## Source information

+ + + +

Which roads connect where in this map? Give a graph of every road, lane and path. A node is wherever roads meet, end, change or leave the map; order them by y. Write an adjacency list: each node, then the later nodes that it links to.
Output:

+ + + +

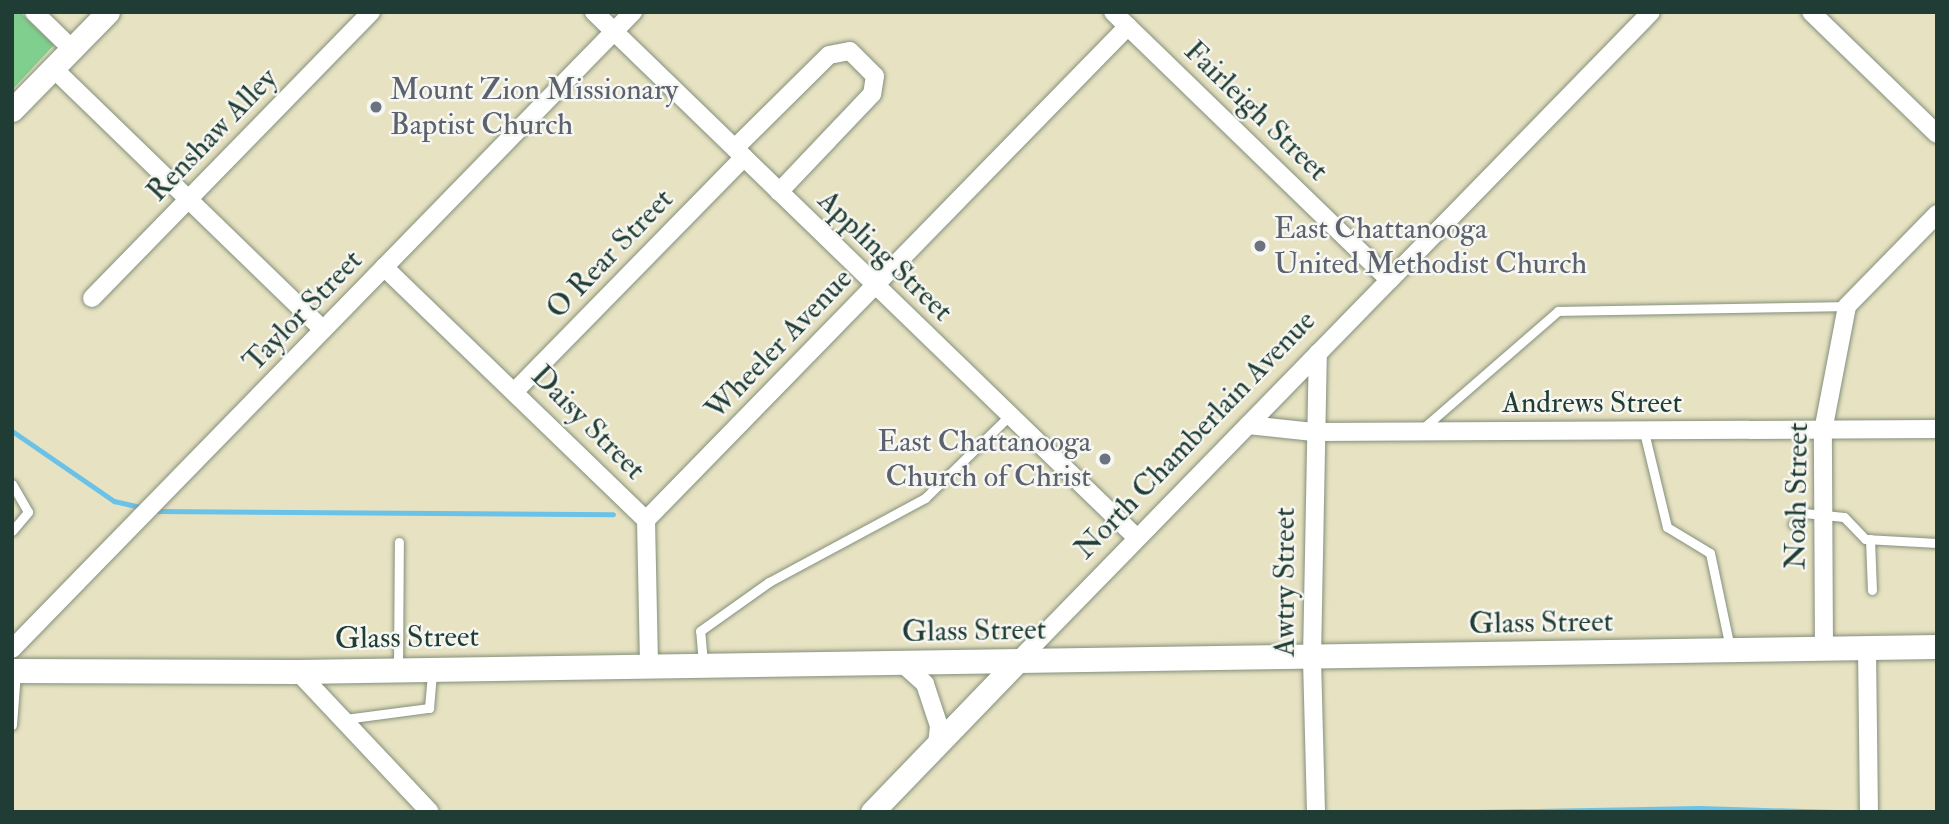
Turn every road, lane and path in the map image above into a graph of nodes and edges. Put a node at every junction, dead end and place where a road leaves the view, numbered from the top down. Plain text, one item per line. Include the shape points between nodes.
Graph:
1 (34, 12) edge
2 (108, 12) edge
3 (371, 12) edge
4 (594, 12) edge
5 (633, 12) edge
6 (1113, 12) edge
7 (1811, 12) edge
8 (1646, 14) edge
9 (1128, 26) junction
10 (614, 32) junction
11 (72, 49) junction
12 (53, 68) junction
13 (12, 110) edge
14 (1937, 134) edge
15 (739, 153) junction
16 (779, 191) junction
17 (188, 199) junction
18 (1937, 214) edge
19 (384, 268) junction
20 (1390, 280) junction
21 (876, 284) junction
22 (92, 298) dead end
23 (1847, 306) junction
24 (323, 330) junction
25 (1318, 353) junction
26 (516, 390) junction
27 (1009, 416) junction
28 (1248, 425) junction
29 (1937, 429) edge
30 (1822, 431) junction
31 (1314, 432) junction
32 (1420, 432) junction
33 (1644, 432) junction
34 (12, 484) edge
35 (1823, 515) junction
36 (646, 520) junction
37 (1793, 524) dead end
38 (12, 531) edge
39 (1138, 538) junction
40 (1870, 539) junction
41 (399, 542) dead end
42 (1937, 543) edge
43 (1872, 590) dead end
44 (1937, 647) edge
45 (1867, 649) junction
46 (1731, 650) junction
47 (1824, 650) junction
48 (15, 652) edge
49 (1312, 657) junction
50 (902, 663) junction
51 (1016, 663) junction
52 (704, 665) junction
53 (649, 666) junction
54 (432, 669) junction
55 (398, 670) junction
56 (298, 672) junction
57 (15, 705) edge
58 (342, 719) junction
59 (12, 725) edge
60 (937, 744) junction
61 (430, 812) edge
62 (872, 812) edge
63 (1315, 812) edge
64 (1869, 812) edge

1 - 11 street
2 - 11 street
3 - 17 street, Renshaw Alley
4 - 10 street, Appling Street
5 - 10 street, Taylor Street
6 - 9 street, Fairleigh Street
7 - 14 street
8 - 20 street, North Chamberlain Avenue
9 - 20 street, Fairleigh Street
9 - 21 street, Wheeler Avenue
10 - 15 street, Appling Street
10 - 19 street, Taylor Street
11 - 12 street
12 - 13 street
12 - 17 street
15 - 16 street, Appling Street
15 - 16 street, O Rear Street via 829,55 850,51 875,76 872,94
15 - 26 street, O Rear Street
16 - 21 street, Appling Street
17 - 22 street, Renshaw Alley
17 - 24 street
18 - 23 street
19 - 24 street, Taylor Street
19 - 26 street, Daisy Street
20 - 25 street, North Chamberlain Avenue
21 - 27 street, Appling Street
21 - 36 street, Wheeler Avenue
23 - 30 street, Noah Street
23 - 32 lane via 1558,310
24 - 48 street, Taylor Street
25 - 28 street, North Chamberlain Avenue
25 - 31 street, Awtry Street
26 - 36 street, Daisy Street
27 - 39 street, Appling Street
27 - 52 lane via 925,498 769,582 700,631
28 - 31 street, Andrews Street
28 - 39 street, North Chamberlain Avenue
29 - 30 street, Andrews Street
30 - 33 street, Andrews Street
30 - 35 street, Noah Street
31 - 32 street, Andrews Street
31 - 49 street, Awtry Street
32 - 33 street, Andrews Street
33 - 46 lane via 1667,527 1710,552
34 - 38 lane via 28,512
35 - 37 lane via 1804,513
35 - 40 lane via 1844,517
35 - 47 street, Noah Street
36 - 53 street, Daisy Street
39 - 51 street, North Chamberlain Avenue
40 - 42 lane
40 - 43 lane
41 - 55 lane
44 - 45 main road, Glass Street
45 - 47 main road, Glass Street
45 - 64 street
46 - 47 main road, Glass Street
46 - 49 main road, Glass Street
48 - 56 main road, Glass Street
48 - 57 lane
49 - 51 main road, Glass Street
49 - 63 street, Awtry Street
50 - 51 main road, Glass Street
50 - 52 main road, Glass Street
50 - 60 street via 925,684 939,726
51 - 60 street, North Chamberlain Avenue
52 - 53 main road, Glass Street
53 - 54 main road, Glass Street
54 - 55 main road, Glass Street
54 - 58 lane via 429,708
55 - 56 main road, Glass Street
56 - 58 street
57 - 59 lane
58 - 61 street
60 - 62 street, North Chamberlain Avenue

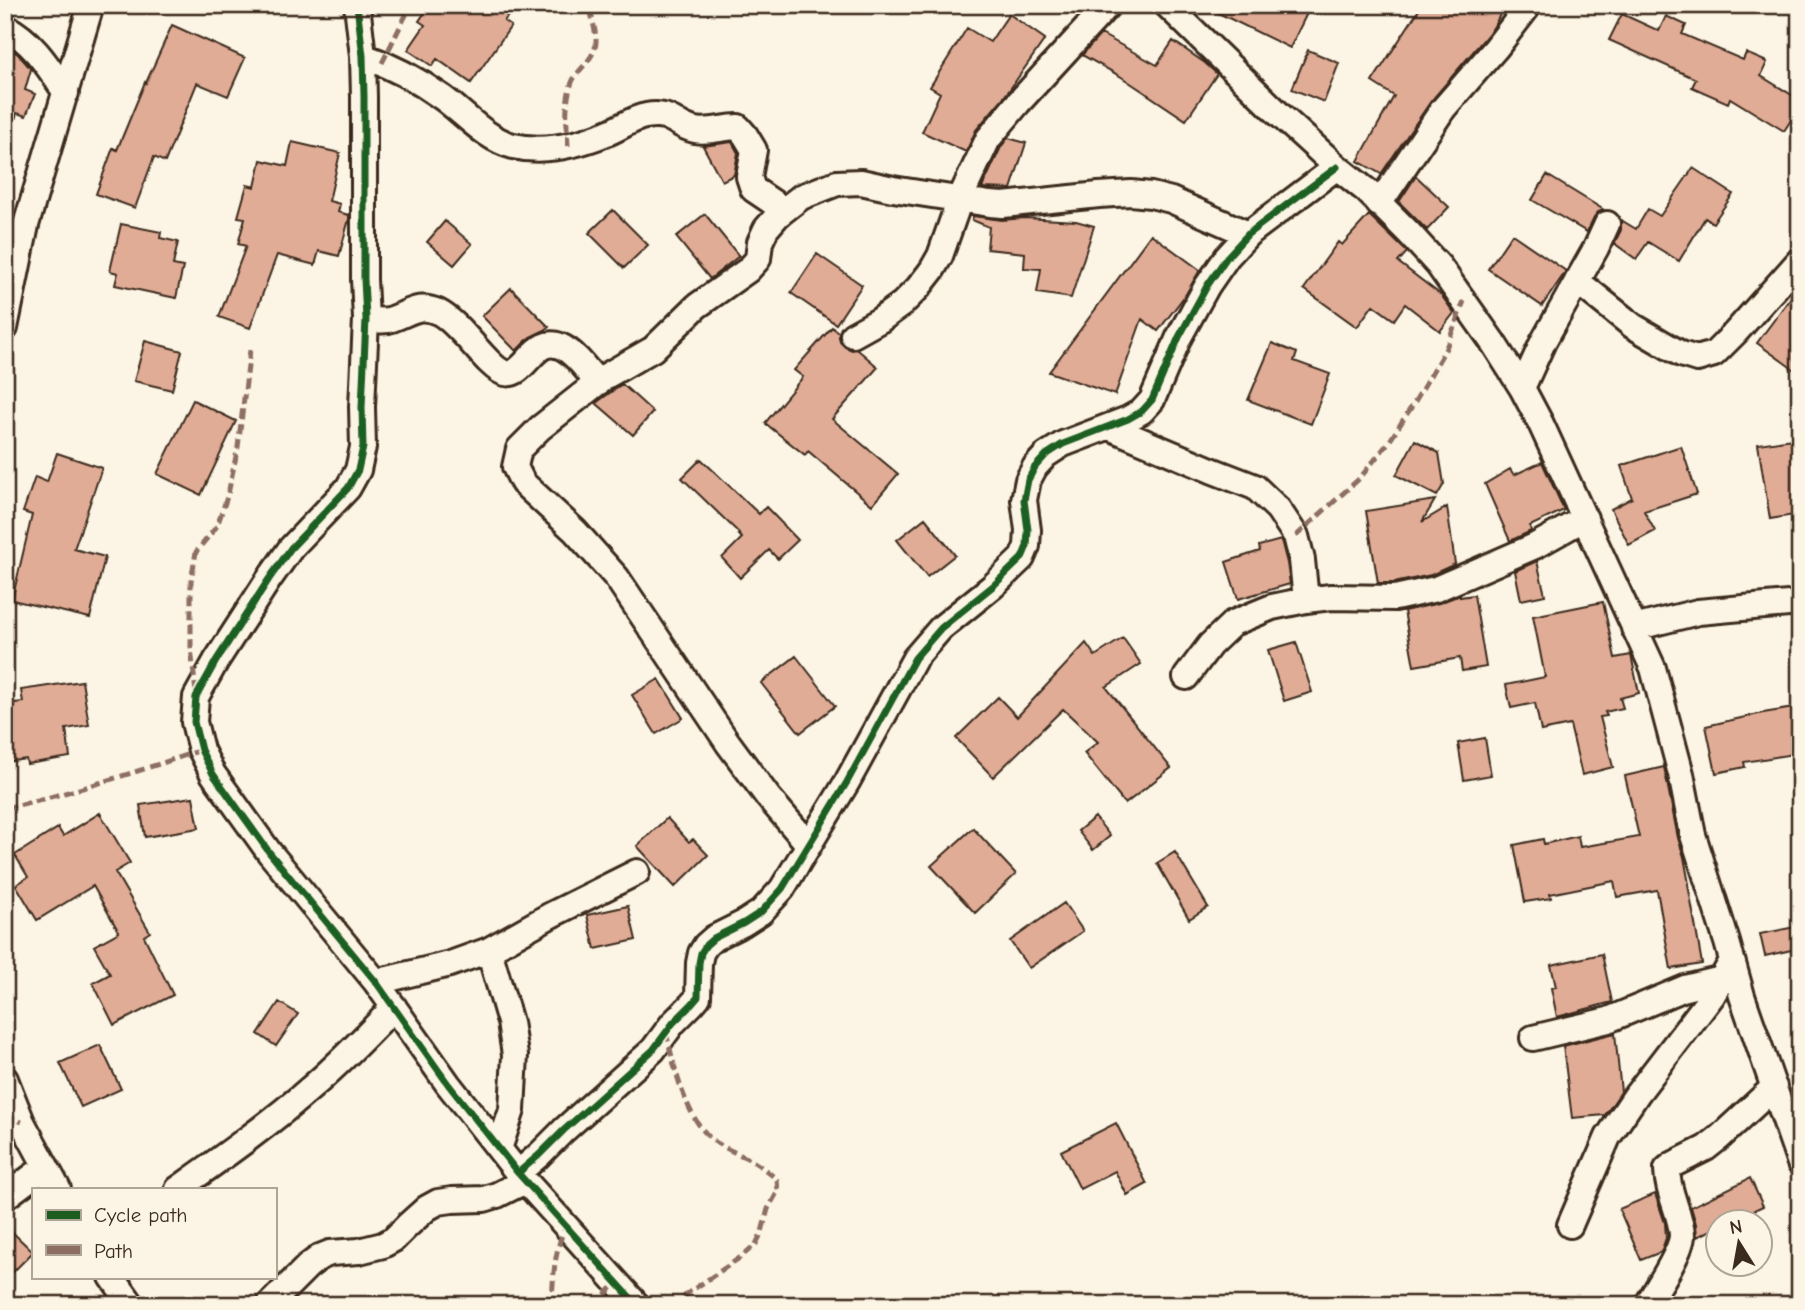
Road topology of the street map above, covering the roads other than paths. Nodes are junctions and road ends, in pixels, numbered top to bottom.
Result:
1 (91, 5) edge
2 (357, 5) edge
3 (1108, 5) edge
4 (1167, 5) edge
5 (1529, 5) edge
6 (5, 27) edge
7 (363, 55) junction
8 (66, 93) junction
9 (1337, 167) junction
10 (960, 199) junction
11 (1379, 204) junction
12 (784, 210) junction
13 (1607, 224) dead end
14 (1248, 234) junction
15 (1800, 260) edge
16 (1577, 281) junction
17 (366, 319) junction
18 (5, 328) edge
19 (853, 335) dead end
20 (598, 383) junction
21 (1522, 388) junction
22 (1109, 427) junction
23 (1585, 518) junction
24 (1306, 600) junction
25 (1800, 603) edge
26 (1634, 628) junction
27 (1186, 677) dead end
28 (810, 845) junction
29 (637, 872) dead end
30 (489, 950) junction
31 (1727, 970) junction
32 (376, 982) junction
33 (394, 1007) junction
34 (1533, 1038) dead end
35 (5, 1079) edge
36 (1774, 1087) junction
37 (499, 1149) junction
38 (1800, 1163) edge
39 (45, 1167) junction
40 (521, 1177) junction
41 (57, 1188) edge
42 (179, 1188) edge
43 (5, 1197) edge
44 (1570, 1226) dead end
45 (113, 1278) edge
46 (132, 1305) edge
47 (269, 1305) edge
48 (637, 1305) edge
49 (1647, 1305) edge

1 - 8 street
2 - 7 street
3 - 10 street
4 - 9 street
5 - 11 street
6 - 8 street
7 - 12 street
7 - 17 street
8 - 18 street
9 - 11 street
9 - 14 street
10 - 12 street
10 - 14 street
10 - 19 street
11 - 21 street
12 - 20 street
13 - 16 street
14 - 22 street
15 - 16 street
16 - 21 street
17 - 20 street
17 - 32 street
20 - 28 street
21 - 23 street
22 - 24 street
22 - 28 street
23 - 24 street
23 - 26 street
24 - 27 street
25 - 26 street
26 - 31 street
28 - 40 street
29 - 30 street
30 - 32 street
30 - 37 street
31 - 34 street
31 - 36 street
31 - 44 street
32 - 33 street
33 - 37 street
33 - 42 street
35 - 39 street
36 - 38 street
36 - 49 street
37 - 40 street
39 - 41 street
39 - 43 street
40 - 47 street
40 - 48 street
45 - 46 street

+ + + +

## Assignment
Whichever lines of the records above hold the word "roads" should all be copied out.

## Solution to this problem
Which roads connect where in this map? Give a graph of every road, lane and path. A node is wherever roads meet, end, change or leave the map; order them by y. Write an adjacency list: each node, then the later nodes that it links to.
Road topology of the street map above, covering the roads other than paths. Nodes are junctions and road ends, in pixels, numbered top to bottom.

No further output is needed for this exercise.